4. Performance Metrics and Efficiency Gains
3DS-ISC architectures deliver substantial improvements in energy, area, bandwidth, and latency.
- Energy and Power: For event cameras, 3D-ISC achieves 0.04 pJ/event (vs 2.8 pJ for 2D-ISC and 60 pJ for 16-bit SRAM) with total static leakage 0.5 µW for a 320×240 array (35 mW for conventional) (Shang et al., 23 Dec 2025). For DNN accelerators (J3DAI), MobileNetV2 (INT8) runs at 4.04 ms/inference (≈248 fps) at 186.7 mW, corresponding to ≈0.75 mJ per inference (Tain et al., 18 Jun 2025).
- Area: Per-pixel compute elements shrink to 20 µm² in event cameras, a 1.9–3× reduction over 2D/16-bit digital; DNN accelerator + L2 SRAM occupies 16 mm² of the bottom die in J3DAI (die-limited by pixel array area) (Shang et al., 23 Dec 2025, Tain et al., 18 Jun 2025).

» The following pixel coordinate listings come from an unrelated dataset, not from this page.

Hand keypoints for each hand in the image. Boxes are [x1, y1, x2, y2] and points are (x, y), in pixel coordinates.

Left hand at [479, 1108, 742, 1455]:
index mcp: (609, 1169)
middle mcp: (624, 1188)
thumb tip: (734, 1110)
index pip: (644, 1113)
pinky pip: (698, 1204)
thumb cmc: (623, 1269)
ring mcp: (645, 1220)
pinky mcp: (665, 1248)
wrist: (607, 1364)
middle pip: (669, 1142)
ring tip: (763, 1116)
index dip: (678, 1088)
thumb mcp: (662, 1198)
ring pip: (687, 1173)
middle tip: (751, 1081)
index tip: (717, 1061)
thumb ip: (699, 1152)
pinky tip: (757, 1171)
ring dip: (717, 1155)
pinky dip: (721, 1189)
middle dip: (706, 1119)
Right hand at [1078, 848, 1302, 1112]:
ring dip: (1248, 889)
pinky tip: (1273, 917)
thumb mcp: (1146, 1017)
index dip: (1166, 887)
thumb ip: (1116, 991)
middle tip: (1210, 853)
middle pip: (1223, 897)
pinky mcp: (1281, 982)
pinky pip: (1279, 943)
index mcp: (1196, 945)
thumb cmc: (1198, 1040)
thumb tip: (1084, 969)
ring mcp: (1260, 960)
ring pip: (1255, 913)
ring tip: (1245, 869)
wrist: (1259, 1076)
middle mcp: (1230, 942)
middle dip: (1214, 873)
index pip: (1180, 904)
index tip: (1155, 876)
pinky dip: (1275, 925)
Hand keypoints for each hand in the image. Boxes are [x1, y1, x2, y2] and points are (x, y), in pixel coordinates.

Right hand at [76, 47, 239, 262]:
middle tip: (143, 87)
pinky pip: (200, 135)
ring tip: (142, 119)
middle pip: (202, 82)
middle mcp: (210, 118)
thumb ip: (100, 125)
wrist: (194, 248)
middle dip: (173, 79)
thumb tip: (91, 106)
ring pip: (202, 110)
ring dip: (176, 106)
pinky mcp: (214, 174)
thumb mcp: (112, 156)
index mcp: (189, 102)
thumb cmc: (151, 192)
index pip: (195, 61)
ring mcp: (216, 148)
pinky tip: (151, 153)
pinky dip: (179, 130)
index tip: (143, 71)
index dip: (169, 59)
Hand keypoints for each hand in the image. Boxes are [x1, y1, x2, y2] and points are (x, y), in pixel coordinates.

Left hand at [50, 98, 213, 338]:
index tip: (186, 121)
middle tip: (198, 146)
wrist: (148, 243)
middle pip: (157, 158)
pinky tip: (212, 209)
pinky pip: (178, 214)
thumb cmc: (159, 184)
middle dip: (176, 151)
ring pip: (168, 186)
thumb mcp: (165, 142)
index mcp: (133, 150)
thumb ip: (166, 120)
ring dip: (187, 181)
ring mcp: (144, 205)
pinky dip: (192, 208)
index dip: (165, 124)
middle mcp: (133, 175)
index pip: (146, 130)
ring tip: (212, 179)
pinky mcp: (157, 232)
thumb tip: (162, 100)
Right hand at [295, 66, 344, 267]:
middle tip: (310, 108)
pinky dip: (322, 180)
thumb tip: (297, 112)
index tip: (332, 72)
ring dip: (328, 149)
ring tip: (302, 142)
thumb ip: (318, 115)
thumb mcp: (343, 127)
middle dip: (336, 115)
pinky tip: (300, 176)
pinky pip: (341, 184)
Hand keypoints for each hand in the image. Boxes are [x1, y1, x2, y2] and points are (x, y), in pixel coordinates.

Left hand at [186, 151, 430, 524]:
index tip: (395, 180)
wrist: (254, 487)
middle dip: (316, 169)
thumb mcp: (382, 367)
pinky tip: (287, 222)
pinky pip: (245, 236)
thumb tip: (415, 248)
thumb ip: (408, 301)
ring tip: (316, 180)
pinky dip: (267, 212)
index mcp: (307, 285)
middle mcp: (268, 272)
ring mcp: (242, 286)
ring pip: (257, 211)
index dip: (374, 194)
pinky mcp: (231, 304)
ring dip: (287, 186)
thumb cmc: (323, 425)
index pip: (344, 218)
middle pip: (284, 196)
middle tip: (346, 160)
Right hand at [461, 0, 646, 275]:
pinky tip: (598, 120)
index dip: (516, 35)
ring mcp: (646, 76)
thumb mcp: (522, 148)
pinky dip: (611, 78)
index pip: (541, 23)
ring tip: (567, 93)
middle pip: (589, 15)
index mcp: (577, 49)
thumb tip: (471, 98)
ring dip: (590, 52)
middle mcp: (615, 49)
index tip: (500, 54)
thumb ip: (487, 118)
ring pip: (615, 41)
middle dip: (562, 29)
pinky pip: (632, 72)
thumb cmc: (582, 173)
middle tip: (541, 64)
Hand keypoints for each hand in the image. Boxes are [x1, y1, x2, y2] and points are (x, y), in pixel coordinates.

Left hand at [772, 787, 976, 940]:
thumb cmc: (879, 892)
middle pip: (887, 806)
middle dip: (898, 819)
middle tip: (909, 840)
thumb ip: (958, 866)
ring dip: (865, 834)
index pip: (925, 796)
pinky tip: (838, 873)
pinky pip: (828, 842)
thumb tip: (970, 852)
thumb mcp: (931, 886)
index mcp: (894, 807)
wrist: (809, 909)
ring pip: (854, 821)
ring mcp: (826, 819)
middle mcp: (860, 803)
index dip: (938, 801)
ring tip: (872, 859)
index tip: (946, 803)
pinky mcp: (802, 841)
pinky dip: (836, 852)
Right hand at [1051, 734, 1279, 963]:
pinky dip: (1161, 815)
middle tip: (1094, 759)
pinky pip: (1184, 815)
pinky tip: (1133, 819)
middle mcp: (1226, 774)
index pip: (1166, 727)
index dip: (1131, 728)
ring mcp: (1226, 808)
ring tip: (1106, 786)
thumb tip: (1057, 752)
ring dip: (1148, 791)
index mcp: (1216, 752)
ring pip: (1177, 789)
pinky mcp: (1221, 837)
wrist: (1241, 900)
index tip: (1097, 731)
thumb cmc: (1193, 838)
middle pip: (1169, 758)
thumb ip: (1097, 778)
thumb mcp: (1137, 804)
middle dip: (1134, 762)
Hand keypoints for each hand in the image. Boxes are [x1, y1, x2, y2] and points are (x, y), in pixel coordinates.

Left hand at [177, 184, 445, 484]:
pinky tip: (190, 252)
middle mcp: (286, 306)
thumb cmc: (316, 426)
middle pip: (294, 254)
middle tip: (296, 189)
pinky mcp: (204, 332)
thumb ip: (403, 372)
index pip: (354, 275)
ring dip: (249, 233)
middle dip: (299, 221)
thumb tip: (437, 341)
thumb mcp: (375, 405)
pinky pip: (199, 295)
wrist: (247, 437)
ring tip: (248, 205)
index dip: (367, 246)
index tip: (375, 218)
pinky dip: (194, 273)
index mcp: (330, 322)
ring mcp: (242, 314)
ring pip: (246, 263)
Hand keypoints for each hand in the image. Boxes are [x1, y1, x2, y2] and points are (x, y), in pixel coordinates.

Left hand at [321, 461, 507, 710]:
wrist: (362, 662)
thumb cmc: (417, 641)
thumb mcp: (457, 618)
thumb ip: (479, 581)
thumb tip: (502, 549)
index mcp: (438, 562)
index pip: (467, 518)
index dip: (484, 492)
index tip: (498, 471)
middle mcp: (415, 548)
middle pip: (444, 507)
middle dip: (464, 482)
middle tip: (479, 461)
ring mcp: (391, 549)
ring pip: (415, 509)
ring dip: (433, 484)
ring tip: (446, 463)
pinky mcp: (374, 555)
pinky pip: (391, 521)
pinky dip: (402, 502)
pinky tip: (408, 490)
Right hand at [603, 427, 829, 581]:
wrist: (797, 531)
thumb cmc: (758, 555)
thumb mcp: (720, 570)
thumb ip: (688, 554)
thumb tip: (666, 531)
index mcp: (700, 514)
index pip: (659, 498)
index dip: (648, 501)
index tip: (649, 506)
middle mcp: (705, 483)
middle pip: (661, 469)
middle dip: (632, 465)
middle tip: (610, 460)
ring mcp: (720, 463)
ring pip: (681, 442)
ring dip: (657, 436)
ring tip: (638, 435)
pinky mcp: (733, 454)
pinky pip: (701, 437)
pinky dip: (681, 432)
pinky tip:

- Bandwidth: Vertical interconnects (TSVs, micro-bumps) provide up to order-Tb/s aggregate bandwidth, enabling local movement of full sensor frames while off-stack I/O (e.g., MIPI in AR/VR) is minimized (>10× reduction for region-of-interest workload extraction (Gomez et al., 2022)).
- Latency: Write latency per event in 3DS-ISC is 5 ns (vs 11–15 ns for alternatives), analog in-pixel processing completes before ADC ramp in P²M; local inference latency for DNNs is in the single ms range (Shang et al., 23 Dec 2025, Tain et al., 18 Jun 2025).
5. Algorithmic and Co-Design Considerations
Optimal use of 3DS-ISC requires strong co-design across hardware, circuits, and algorithms:
- Quantization and Hardware-Aware Training: Post-training quantization, as in the Aidge framework, yields model compressibility suited for in-sensor SRAM only operation (Tain et al., 18 Jun 2025). Hardware-in-the-loop training with analog non-idealities (e.g., RRAM variability, ADC noise, f_nonlin fitting functions) supports algorithmic resilience (Kaiser et al., 2023).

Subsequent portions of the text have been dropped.